Exercise inputs
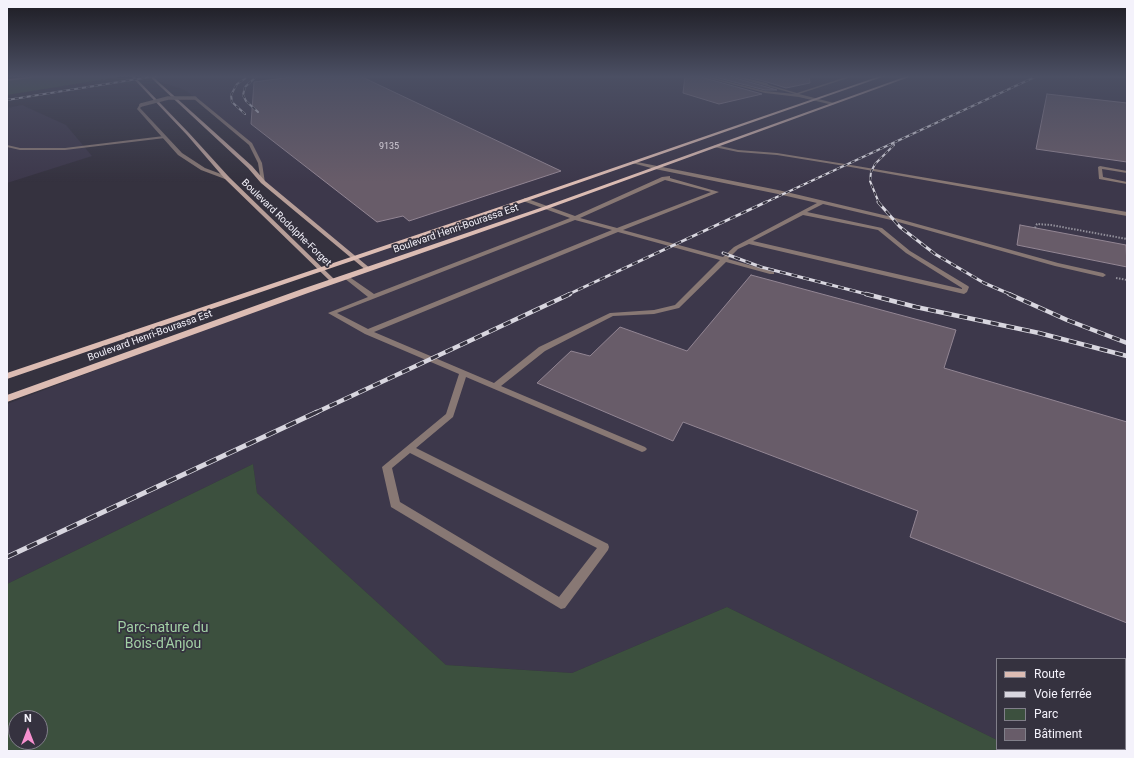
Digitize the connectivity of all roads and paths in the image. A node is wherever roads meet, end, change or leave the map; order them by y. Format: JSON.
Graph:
{"nodes":[{"id":1,"x":141,"y":111,"type":"edge"},
{"id":2,"x":166,"y":111,"type":"edge"},
{"id":3,"x":189,"y":111,"type":"edge"},
{"id":4,"x":211,"y":111,"type":"edge"},
{"id":5,"x":781,"y":111,"type":"edge"},
{"id":6,"x":812,"y":111,"type":"edge"},
{"id":7,"x":164,"y":137,"type":"junction"},
{"id":8,"x":7,"y":146,"type":"edge"},
{"id":9,"x":716,"y":146,"type":"junction"},
{"id":10,"x":634,"y":162,"type":"junction"},
{"id":11,"x":655,"y":168,"type":"junction"},
{"id":12,"x":677,"y":172,"type":"junction"},
{"id":13,"x":1127,"y":172,"type":"edge"},
{"id":14,"x":227,"y":178,"type":"junction"},
{"id":15,"x":664,"y":178,"type":"junction"},
{"id":16,"x":263,"y":182,"type":"junction"},
{"id":17,"x":1127,"y":182,"type":"edge"},
{"id":18,"x":525,"y":200,"type":"junction"},
{"id":19,"x":821,"y":203,"type":"junction"},
{"id":20,"x":545,"y":208,"type":"junction"},
{"id":21,"x":802,"y":213,"type":"junction"},
{"id":22,"x":1127,"y":214,"type":"edge"},
{"id":23,"x":575,"y":218,"type":"junction"},
{"id":24,"x":1036,"y":228,"type":"dead end"},
{"id":25,"x":617,"y":230,"type":"junction"},
{"id":26,"x":1127,"y":239,"type":"edge"},
{"id":27,"x":749,"y":242,"type":"junction"},
{"id":28,"x":354,"y":258,"type":"junction"},
{"id":29,"x":726,"y":259,"type":"junction"},
{"id":30,"x":320,"y":269,"type":"junction"},
{"id":31,"x":369,"y":270,"type":"junction"},
{"id":32,"x":772,"y":273,"type":"dead end"},
{"id":33,"x":1103,"y":275,"type":"dead end"},
{"id":34,"x":346,"y":277,"type":"junction"},
{"id":35,"x":333,"y":281,"type":"junction"},
{"id":36,"x":373,"y":297,"type":"junction"},
{"id":37,"x":368,"y":332,"type":"junction"},
{"id":38,"x":463,"y":373,"type":"junction"},
{"id":39,"x":7,"y":376,"type":"edge"},
{"id":40,"x":495,"y":387,"type":"junction"},
{"id":41,"x":7,"y":399,"type":"edge"},
{"id":42,"x":409,"y":449,"type":"junction"},
{"id":43,"x":642,"y":449,"type":"dead end"}],
"edges":[{"from":1,"to":7,"type":"street","name":"Boulevard Rodolphe-Forget","bridge":true},
{"from":2,"to":14,"type":"street","name":"Boulevard Rodolphe-Forget"},
{"from":3,"to":16,"type":"street","name":"Boulevard Rodolphe-Forget"},
{"from":4,"to":16,"type":"street","name":"Boulevard Rodolphe-Forget","bridge":true},
{"from":5,"to":10,"type":"main road","name":"Boulevard Henri-Bourassa Est"},
{"from":6,"to":9,"type":"main road","name":"Boulevard Henri-Bourassa Est"},
{"from":7,"to":8,"type":"street"},
{"from":7,"to":14,"type":"street","name":"Boulevard Rodolphe-Forget"},
{"from":9,"to":11,"type":"main road","name":"Boulevard Henri-Bourassa Est"},
{"from":9,"to":22,"type":"street"},
{"from":10,"to":11,"type":"street"},
{"from":10,"to":18,"type":"main road","name":"Boulevard Henri-Bourassa Est"},
{"from":11,"to":12,"type":"street"},
{"from":11,"to":20,"type":"main road","name":"Boulevard Henri-Bourassa Est"},
{"from":12,"to":15,"type":"street"},
{"from":12,"to":19,"type":"street"},
{"from":13,"to":17,"type":"street"},
{"from":14,"to":30,"type":"street","name":"Boulevard Rodolphe-Forget"},
{"from":15,"to":23,"type":"street"},
{"from":15,"to":25,"type":"street"},
{"from":16,"to":28,"type":"street","name":"Boulevard Rodolphe-Forget"},
{"from":18,"to":20,"type":"street"},
{"from":18,"to":28,"type":"main road","name":"Boulevard Henri-Bourassa Est"},
{"from":19,"to":21,"type":"street"},
{"from":19,"to":33,"type":"street"},
{"from":20,"to":23,"type":"street"},
{"from":20,"to":31,"type":"main road","name":"Boulevard Henri-Bourassa Est"},
{"from":21,"to":27,"type":"street"},
{"from":21,"to":27,"type":"street"},
{"from":23,"to":25,"type":"street"},
{"from":23,"to":36,"type":"street"},
{"from":24,"to":26,"type":"path"},
{"from":25,"to":29,"type":"street"},
{"from":25,"to":37,"type":"street"},
{"from":27,"to":29,"type":"street"},
{"from":28,"to":30,"type":"main road","name":"Boulevard Henri-Bourassa Est"},
{"from":28,"to":31,"type":"street","name":"Boulevard Rodolphe-Forget"},
{"from":29,"to":32,"type":"street"},
{"from":29,"to":40,"type":"street"},
{"from":30,"to":35,"type":"street","name":"Boulevard Rodolphe-Forget"},
{"from":30,"to":39,"type":"main road","name":"Boulevard Henri-Bourassa Est"},
{"from":31,"to":34,"type":"main road","name":"Boulevard Henri-Bourassa Est"},
{"from":34,"to":35,"type":"main road","name":"Boulevard Henri-Bourassa Est"},
{"from":34,"to":36,"type":"street"},
{"from":35,"to":41,"type":"main road","name":"Boulevard Henri-Bourassa Est"},
{"from":36,"to":37,"type":"street"},
{"from":37,"to":38,"type":"street"},
{"from":38,"to":40,"type":"street"},
{"from":38,"to":42,"type":"street"},
{"from":40,"to":43,"type":"street"},
{"from":42,"to":42,"type":"street"}]}
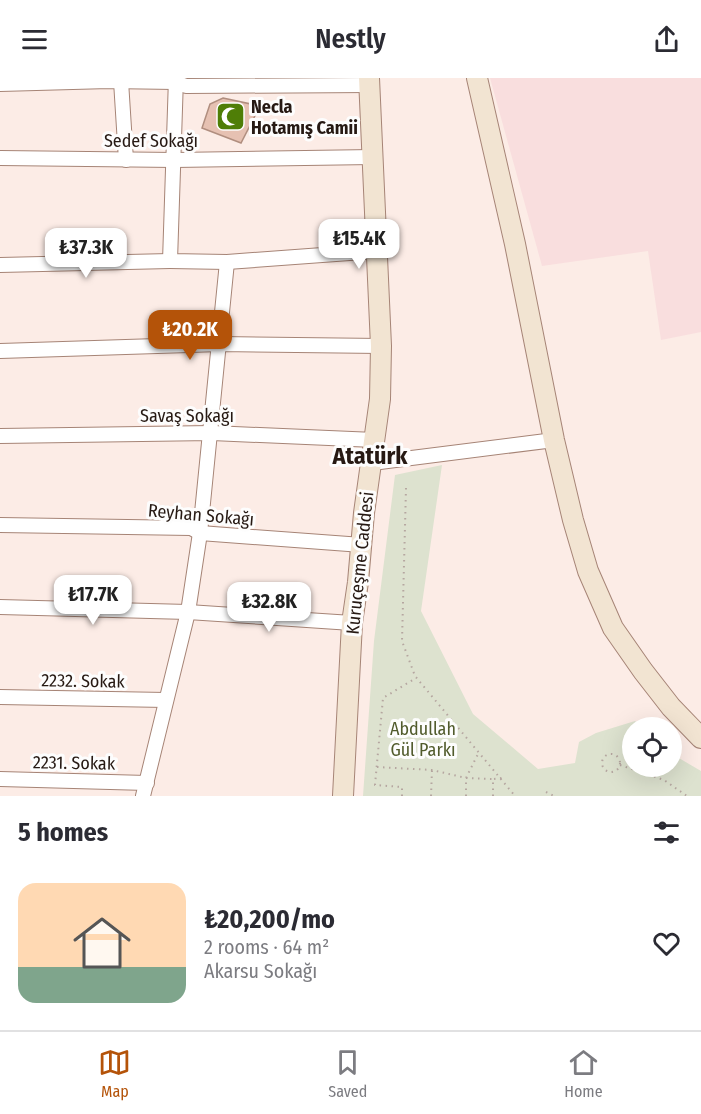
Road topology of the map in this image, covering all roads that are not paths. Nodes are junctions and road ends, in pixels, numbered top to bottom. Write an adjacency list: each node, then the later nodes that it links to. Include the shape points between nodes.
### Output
1 (477, 78): 20 (street)
2 (113, 80): 3 (street); 5 (street); 8 (street)
3 (176, 80): 4 (street, via 186,86); 9 (street)
4 (370, 81): 6 (street, Kuruçeşme Caddesi)
5 (0, 84)
6 (373, 157): 9 (street, Sedef Sokağı); 10 (street, Kuruçeşme Caddesi)
7 (0, 158): 8 (street, Sedef Sokağı)
8 (126, 160): 9 (street, Sedef Sokağı)
9 (175, 160): 11 (street)
10 (377, 251): 12 (street); 15 (street, Kuruçeşme Caddesi)
11 (170, 261): 12 (street); 13 (street)
12 (227, 262): 14 (street)
13 (0, 265)
14 (220, 344): 15 (street); 16 (street); 17 (street)
15 (381, 346): 19 (street, Kuruçeşme Caddesi)
16 (0, 351)
17 (212, 433): 18 (street, Savaş Sokağı); 19 (street, Savaş Sokağı); 23 (street)
18 (0, 436)
19 (375, 440): 21 (street, Kuruçeşme Caddesi)
20 (554, 440): 21 (street); 30 (street, via 576,530 603,608 643,671)
21 (372, 463): 24 (street, Kuruçeşme Caddesi)
22 (0, 525): 23 (street, Reyhan Sokağı, via 190,528)
23 (200, 533): 24 (street, Reyhan Sokağı); 26 (street)
24 (362, 545): 27 (street, Kuruçeşme Caddesi)
25 (0, 607): 26 (street)
26 (188, 612): 27 (street); 29 (street)
27 (352, 623): 33 (street, Kuruçeşme Caddesi)
28 (0, 697): 29 (street, 2232. Sokak)
29 (166, 700): 32 (street)
30 (701, 738)
31 (0, 779): 32 (street, 2231. Sokak)
32 (145, 789)
33 (343, 796)

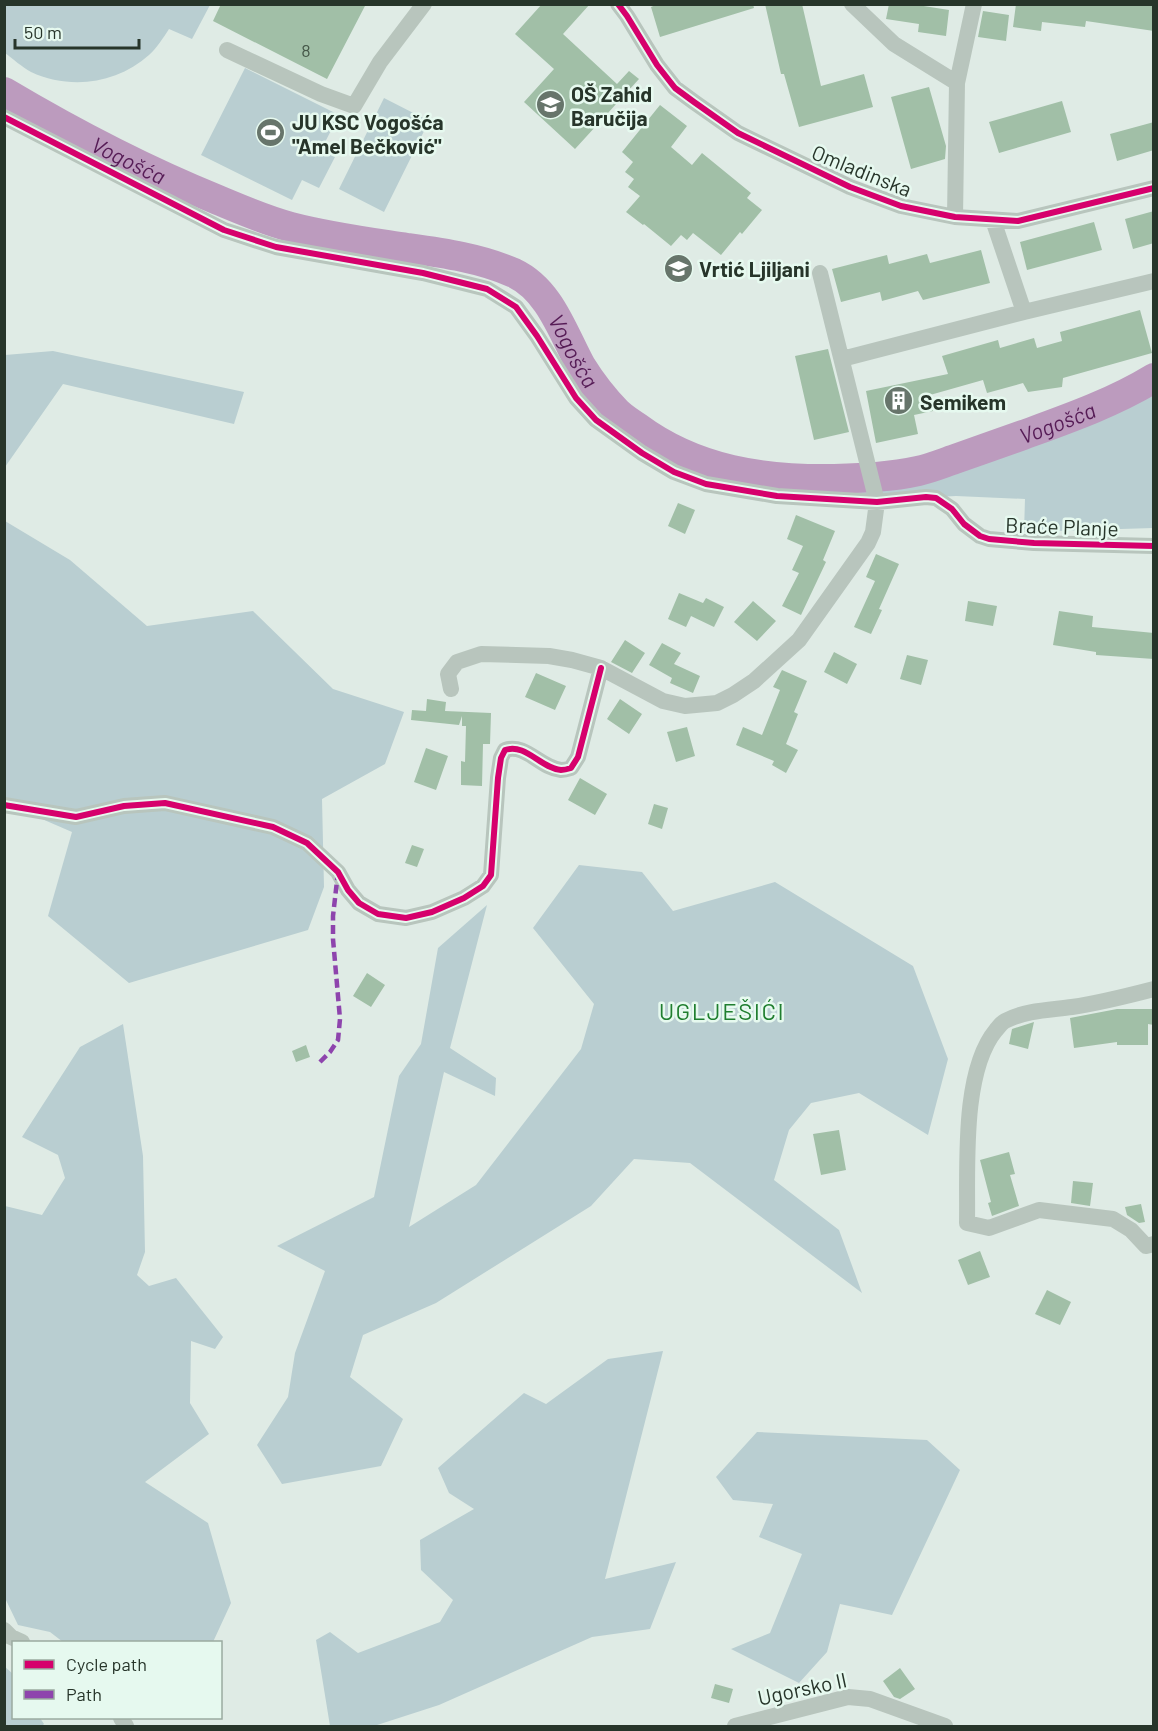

Problem to solve
Search the preceding listing for the word "Caddesi" and pull out every line that holds it.

Task answer
4 (370, 81): 6 (street, Kuruçeşme Caddesi)
6 (373, 157): 9 (street, Sedef Sokağı); 10 (street, Kuruçeşme Caddesi)
10 (377, 251): 12 (street); 15 (street, Kuruçeşme Caddesi)
15 (381, 346): 19 (street, Kuruçeşme Caddesi)
19 (375, 440): 21 (street, Kuruçeşme Caddesi)
21 (372, 463): 24 (street, Kuruçeşme Caddesi)
24 (362, 545): 27 (street, Kuruçeşme Caddesi)
27 (352, 623): 33 (street, Kuruçeşme Caddesi)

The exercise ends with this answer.